** DIRECTIONS FOR THIS TASK **
For each line of the data below that contains "roads", return that line.

(GIVEN DATA begins)

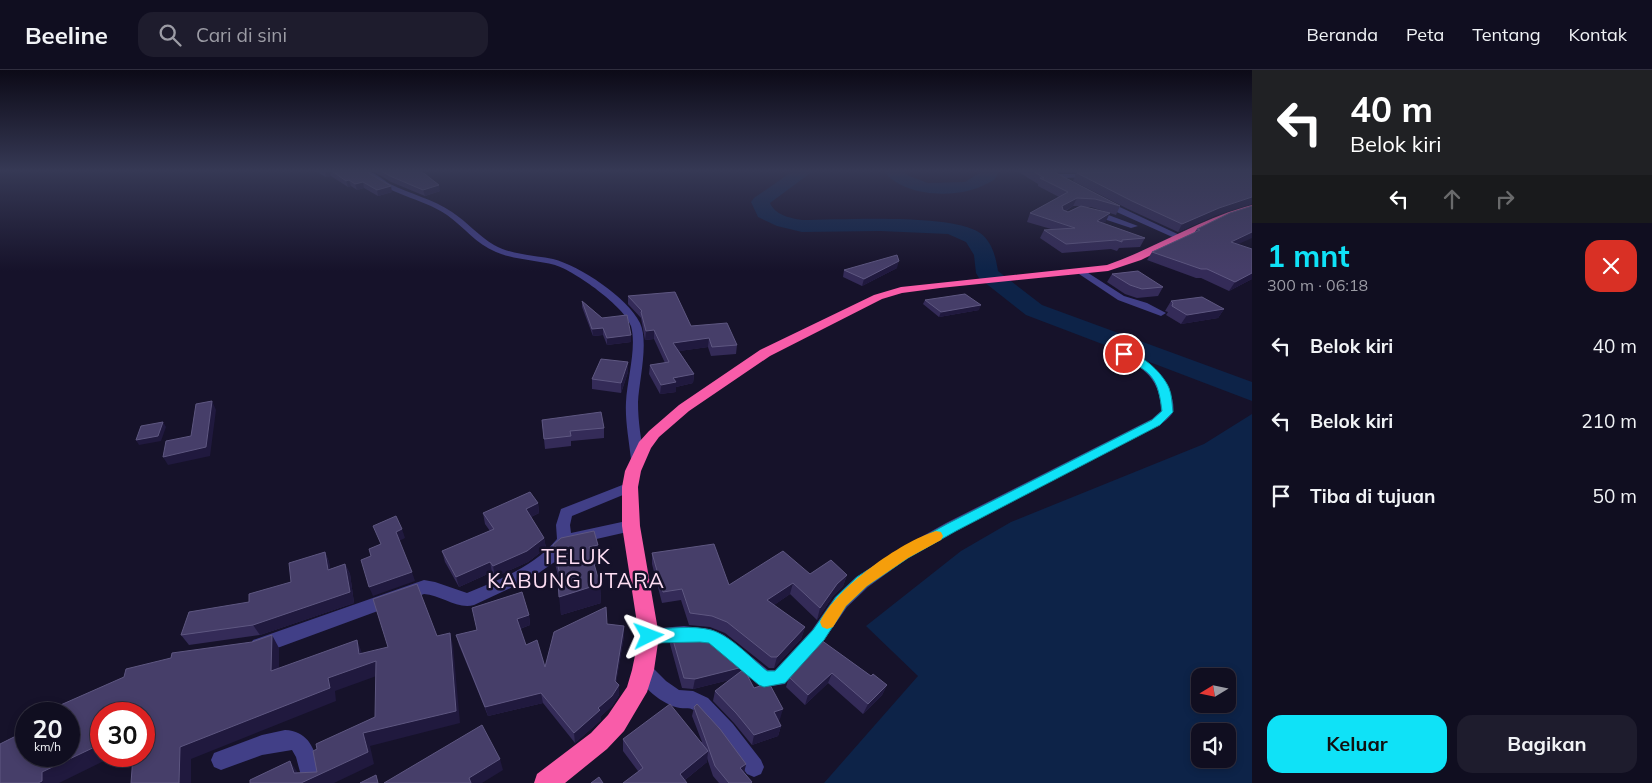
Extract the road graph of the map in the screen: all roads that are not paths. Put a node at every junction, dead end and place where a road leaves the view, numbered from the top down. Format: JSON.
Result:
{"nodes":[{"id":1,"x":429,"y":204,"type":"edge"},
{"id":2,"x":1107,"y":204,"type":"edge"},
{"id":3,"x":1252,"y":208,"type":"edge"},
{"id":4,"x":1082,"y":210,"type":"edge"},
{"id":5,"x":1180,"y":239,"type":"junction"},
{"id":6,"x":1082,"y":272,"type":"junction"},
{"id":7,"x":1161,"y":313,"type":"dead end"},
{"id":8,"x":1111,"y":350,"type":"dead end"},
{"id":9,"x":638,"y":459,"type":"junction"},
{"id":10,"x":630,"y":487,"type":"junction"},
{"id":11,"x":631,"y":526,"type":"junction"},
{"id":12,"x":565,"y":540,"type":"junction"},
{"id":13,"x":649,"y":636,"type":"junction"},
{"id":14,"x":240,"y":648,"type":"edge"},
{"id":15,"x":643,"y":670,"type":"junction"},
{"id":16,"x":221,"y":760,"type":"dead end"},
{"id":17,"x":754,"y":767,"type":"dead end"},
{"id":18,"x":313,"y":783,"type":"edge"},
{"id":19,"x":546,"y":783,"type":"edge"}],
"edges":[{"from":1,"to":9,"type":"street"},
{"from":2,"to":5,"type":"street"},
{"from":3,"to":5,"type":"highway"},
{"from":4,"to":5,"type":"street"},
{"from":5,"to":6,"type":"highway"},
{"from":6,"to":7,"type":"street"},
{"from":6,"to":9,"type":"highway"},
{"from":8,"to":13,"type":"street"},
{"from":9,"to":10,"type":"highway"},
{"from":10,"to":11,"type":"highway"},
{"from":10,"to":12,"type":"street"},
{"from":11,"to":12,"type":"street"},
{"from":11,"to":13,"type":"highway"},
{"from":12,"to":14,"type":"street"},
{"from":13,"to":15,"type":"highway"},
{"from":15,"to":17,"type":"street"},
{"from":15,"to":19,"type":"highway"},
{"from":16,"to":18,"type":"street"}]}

(GIVEN DATA ends)
(GIVEN DATA begins)

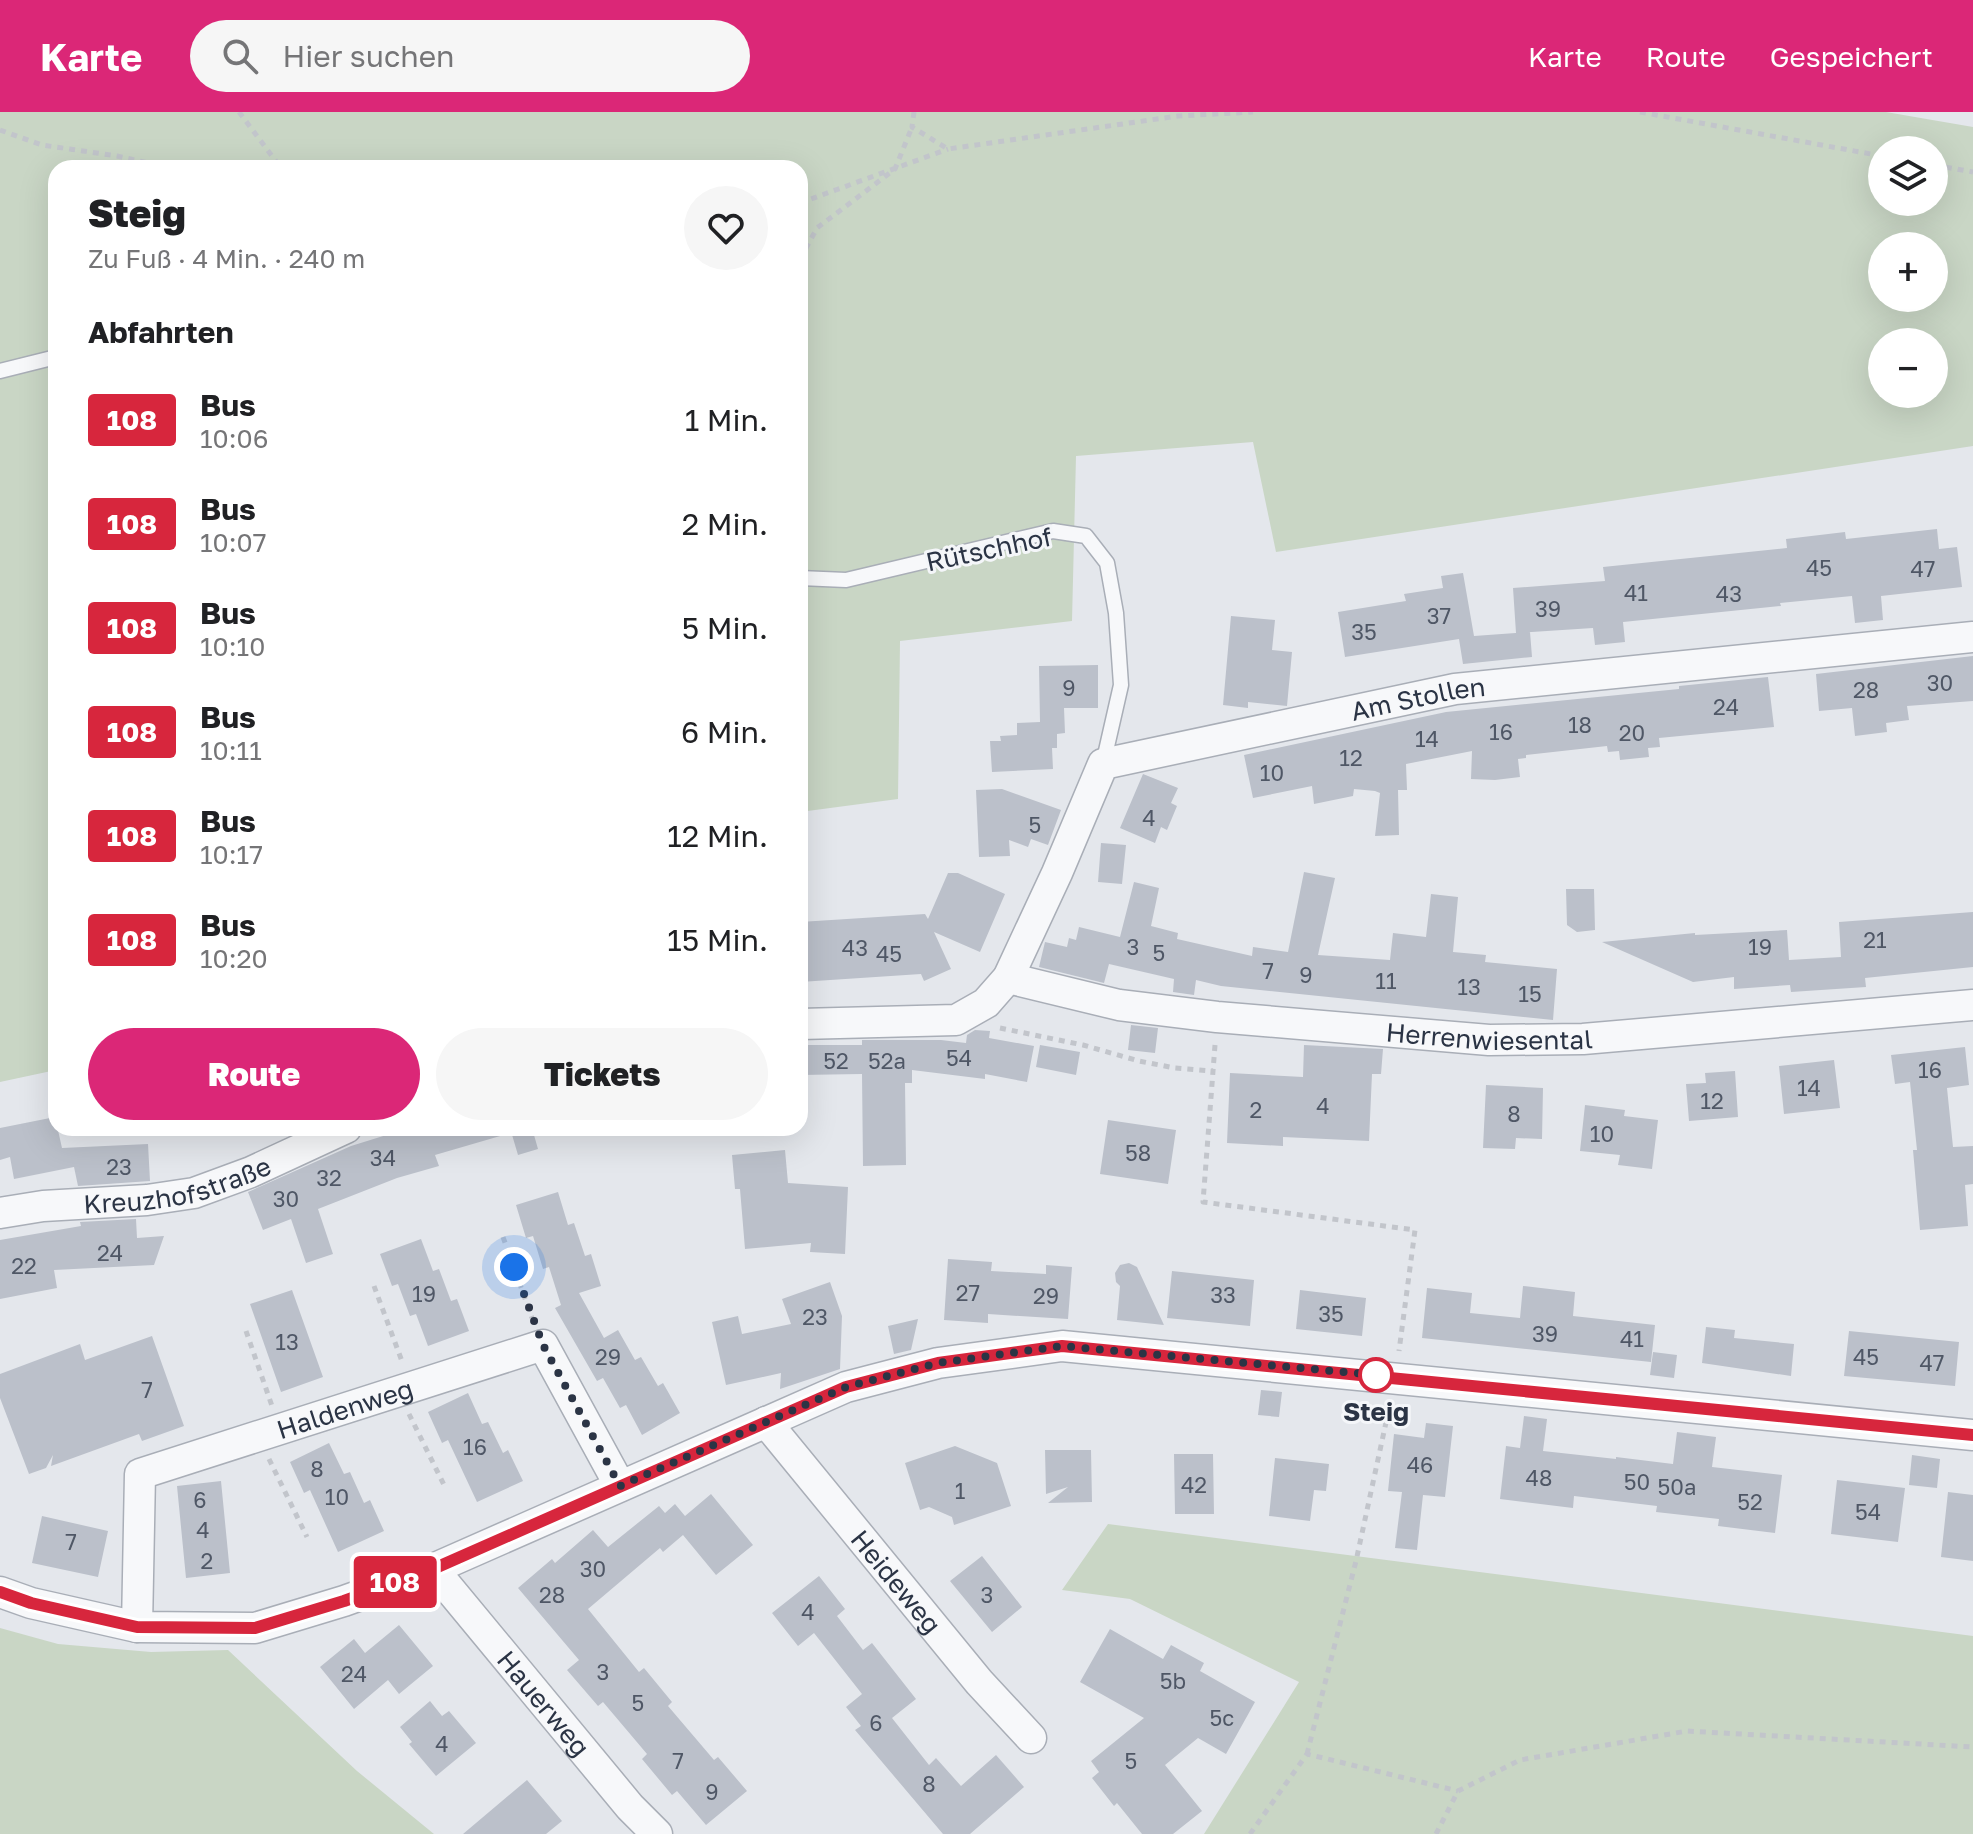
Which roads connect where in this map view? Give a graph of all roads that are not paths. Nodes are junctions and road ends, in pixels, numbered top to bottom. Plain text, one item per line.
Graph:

(GIVEN DATA ends)

** EXERCISE ANSWER **
Extract the road graph of the map in the screen: all roads that are not paths. Put a node at every junction, dead end and place where a road leaves the view, numbered from the top down. Format: JSON.
Which roads connect where in this map view? Give a graph of all roads that are not paths. Nodes are junctions and road ends, in pixels, numbered top to bottom. Plain text, one item per line.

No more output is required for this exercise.